◆ Task to complete
Each record should reappear exactly in your answer, minus any picture.

(Saved data entries)
□ □ □ □ □ □ □

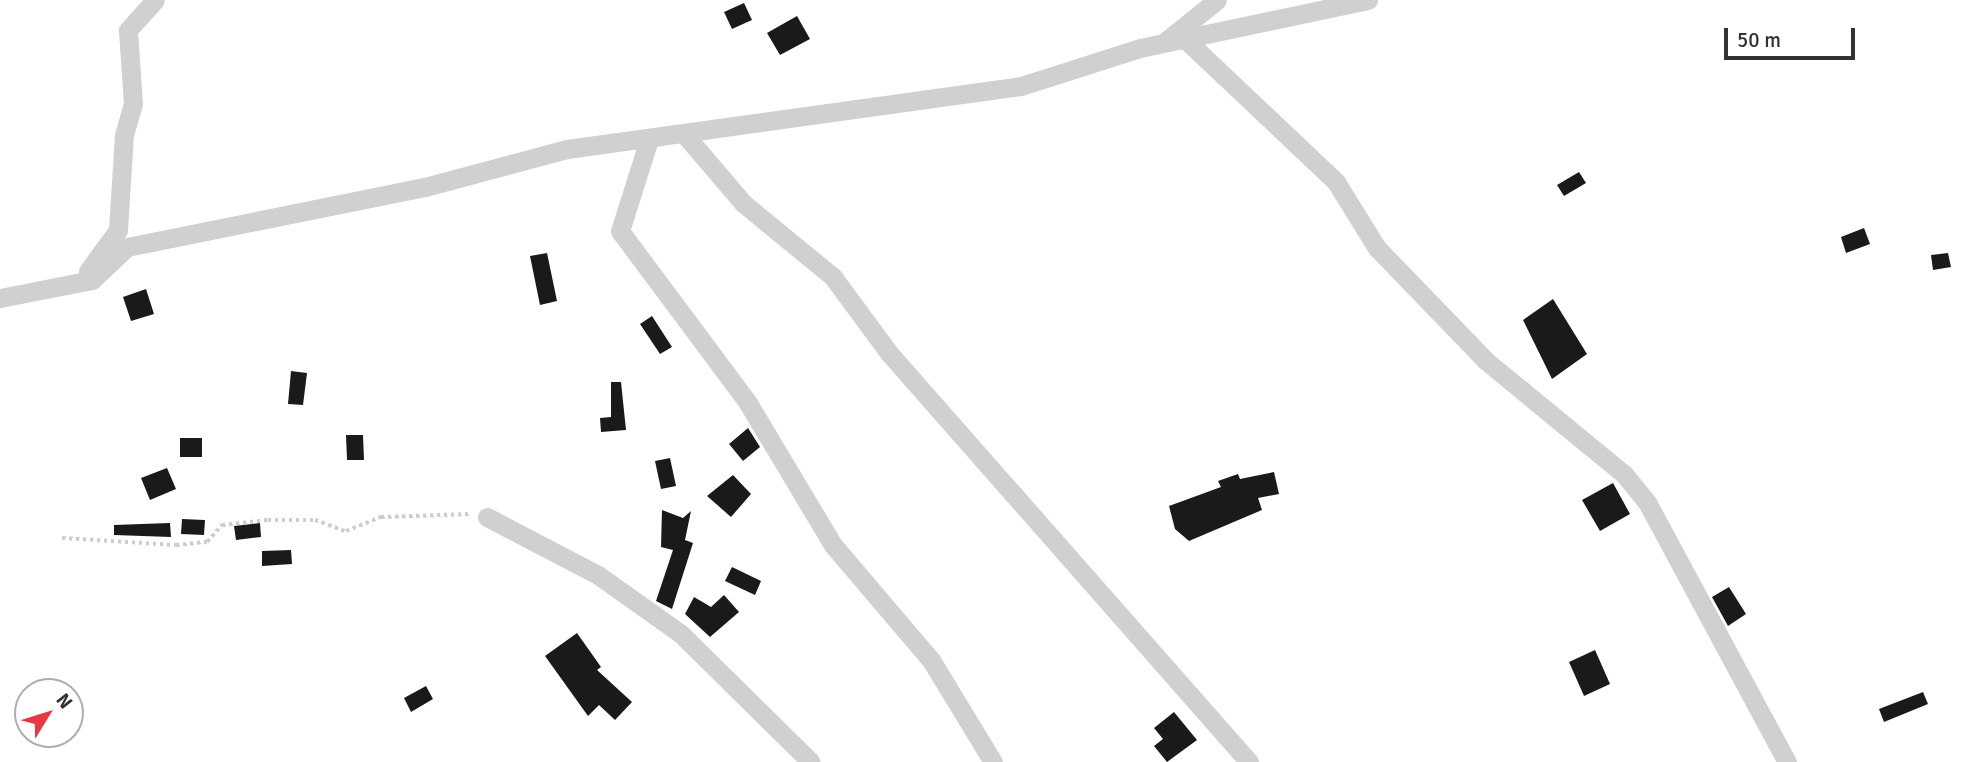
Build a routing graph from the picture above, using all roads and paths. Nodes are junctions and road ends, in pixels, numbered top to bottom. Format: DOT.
graph roads {
  1 [pos="155,0"];
  2 [pos="1217,0"];
  3 [pos="1368,0"];
  4 [pos="1185,38"];
  5 [pos="1164,43"];
  6 [pos="685,135"];
  7 [pos="649,139"];
  8 [pos="81,282"];
  9 [pos="0,298"];
  10 [pos="487,517"];
  11 [pos="62,538"];
  12 [pos="811,762"];
  13 [pos="993,762"];
  14 [pos="1249,762"];
  15 [pos="1787,762"];
  1 -- 8 [label="street"];
  2 -- 5 [label="street"];
  3 -- 4 [label="street"];
  4 -- 5 [label="street"];
  4 -- 15 [label="street"];
  5 -- 6 [label="street"];
  6 -- 7 [label="street"];
  6 -- 14 [label="street"];
  7 -- 8 [label="street"];
  7 -- 13 [label="street"];
  8 -- 9 [label="street"];
  10 -- 11 [label="path"];
  10 -- 12 [label="street"];
}
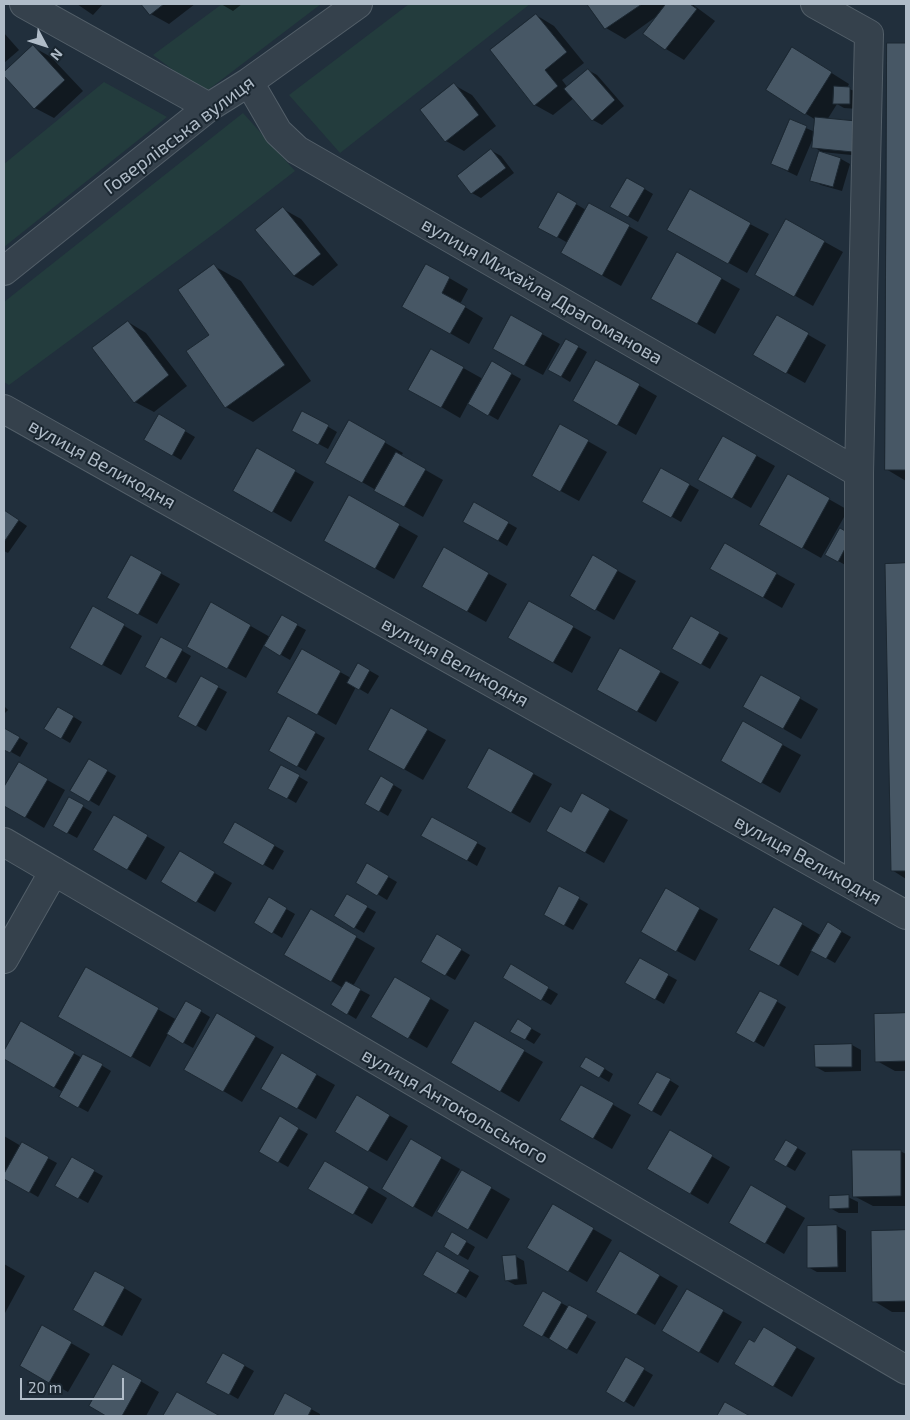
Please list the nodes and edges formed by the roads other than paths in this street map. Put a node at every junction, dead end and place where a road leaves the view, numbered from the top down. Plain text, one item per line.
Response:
1 (24, 4) edge
2 (358, 4) edge
3 (815, 4) edge
4 (250, 82) junction
5 (209, 107) junction
6 (4, 271) edge
7 (4, 409) edge
8 (860, 473) junction
9 (4, 842) edge
10 (54, 871) junction
11 (859, 888) junction
12 (906, 915) edge
13 (4, 959) edge
14 (906, 1370) edge

1 - 5 street
2 - 4 street, Говерлівська вулиця
3 - 8 street
4 - 5 street, Говерлівська вулиця
4 - 8 street, вулиця Михайла Драгоманова
5 - 6 street, Говерлівська вулиця
7 - 11 street, вулиця Великодня
8 - 11 street
9 - 10 street, вулиця Антокольського
10 - 13 street
10 - 14 street, вулиця Антокольського
11 - 12 street, вулиця Великодня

□ □ □ □ □ □ □

◆ Solution to this task
Build a routing graph from the picture above, using all roads and paths. Nodes are junctions and road ends, in pixels, numbered top to bottom. Format: DOT.
graph roads {
  1 [pos="155,0"];
  2 [pos="1217,0"];
  3 [pos="1368,0"];
  4 [pos="1185,38"];
  5 [pos="1164,43"];
  6 [pos="685,135"];
  7 [pos="649,139"];
  8 [pos="81,282"];
  9 [pos="0,298"];
  10 [pos="487,517"];
  11 [pos="62,538"];
  12 [pos="811,762"];
  13 [pos="993,762"];
  14 [pos="1249,762"];
  15 [pos="1787,762"];
  1 -- 8 [label="street"];
  2 -- 5 [label="street"];
  3 -- 4 [label="street"];
  4 -- 5 [label="street"];
  4 -- 15 [label="street"];
  5 -- 6 [label="street"];
  6 -- 7 [label="street"];
  6 -- 14 [label="street"];
  7 -- 8 [label="street"];
  7 -- 13 [label="street"];
  8 -- 9 [label="street"];
  10 -- 11 [label="path"];
  10 -- 12 [label="street"];
}
Please list the nodes and edges formed by the roads other than paths in this street map. Put a node at every junction, dead end and place where a road leaves the view, numbered from the top down. Plain text, one item per line.
Response:
1 (24, 4) edge
2 (358, 4) edge
3 (815, 4) edge
4 (250, 82) junction
5 (209, 107) junction
6 (4, 271) edge
7 (4, 409) edge
8 (860, 473) junction
9 (4, 842) edge
10 (54, 871) junction
11 (859, 888) junction
12 (906, 915) edge
13 (4, 959) edge
14 (906, 1370) edge

1 - 5 street
2 - 4 street, Говерлівська вулиця
3 - 8 street
4 - 5 street, Говерлівська вулиця
4 - 8 street, вулиця Михайла Драгоманова
5 - 6 street, Говерлівська вулиця
7 - 11 street, вулиця Великодня
8 - 11 street
9 - 10 street, вулиця Антокольського
10 - 13 street
10 - 14 street, вулиця Антокольського
11 - 12 street, вулиця Великодня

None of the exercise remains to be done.